Bringing the point closer to home, California cousins of Washington liberals often bemoan that it takes a two-thirds legislative vote to pass a budget or tax bill, and even sponsored an unsuccessful ballot measure last year to lower it - while California Republicans see the two-thirds vote as leverage. Logically, a supermajority legislative vote is either anti-democratic or not, but in politics, it depends on the situation.

Another California example: Democratic legislators who voted to tighten workers' compensation benefits are now disavowing those actions, but are also demanding that workers' comp insurance premiums paid by employers be reduced faster because of those money-saving benefit cuts.

Gov. Arnold Schwarzenegger committed a bit of intellectual dishonesty over the weekend when he touted his proposal that $1.3 billion in sales taxes on fuel be spent on transportation projects, as voters decreed in a 2002 ballot measure. The measure allowed the state to retain the money in the general fund if budget conditions required. Citing the 2002 vote, Schwarzenegger told radio listeners that "the politicians had other ideas. They took the money away from transportation." What the governor left out is that he proposed and implemented a full fuel sales tax diversion, more than $1.2 billion, into the general fund in 2004-05.

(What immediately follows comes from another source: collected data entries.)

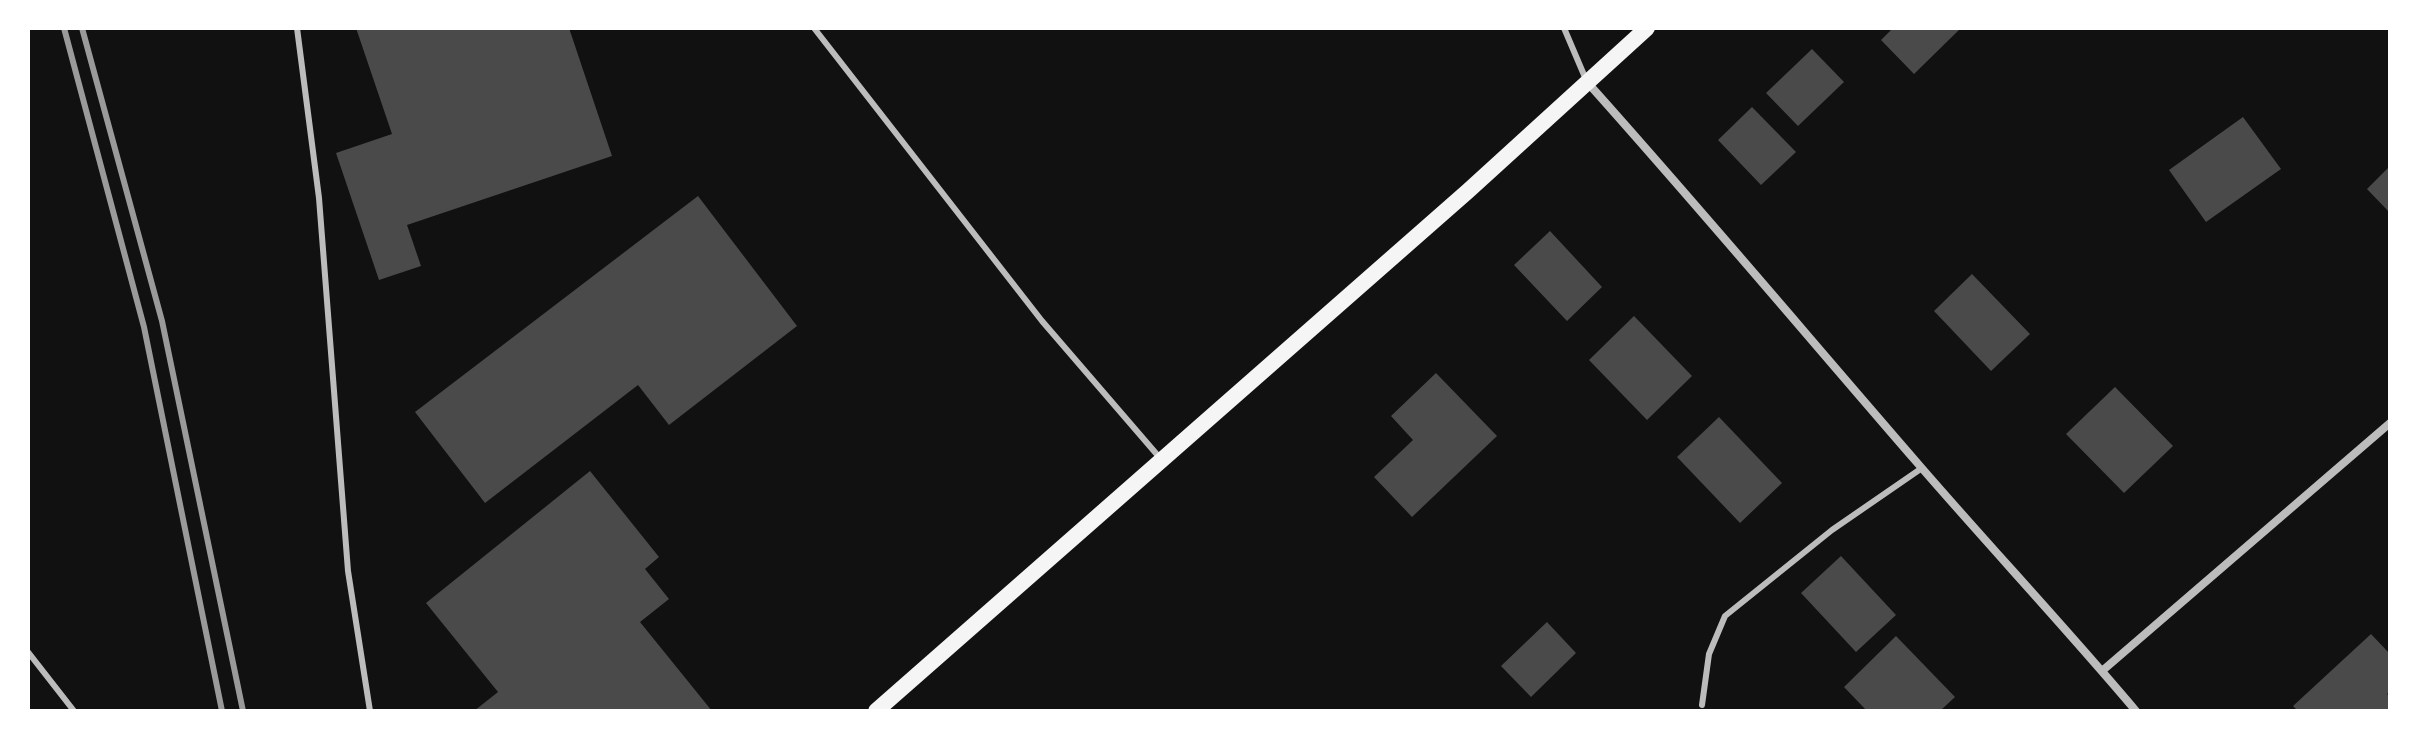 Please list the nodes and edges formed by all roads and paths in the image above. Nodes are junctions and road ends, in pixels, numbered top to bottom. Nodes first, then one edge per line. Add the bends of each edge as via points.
1 (297, 28) edge
2 (814, 28) edge
3 (1564, 28) edge
4 (1647, 28) edge
5 (1587, 82) junction
6 (2390, 423) edge
7 (1162, 461) junction
8 (1922, 468) junction
9 (28, 652) edge
10 (38, 667) junction
11 (28, 669) edge
12 (2102, 671) junction
13 (1702, 705) dead end
14 (74, 711) edge
15 (370, 711) edge
16 (876, 711) edge
17 (2136, 711) edge

1 - 15 lane via 319,198 348,571
2 - 7 lane via 1042,321
3 - 5 lane
4 - 5 main road
5 - 7 main road
5 - 8 street
6 - 12 street
7 - 16 main road
8 - 12 street
8 - 13 lane via 1832,530 1725,616 1709,654
9 - 10 lane
10 - 11 lane
10 - 14 lane
12 - 17 street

Spokesman Vince Sollitto doesn't deny those undeniable facts but insists that the governor was not being dishonest, contending that Schwarzenegger was compelled, against his preferences, to seek the diversion last year "to deal with the $22 billion debt he inherited when he came in."

The 2004-05 diversion was justified by the state's chronic deficits, and Schwarzenegger's decision to skip the diversion in 2005-06 and allow the money to flow into transportation is equally justified by the state's improved finances. Schwarzenegger doesn't need to mislead Californians about it. His intellectual dishonesty on this issue undermines his credibility on others.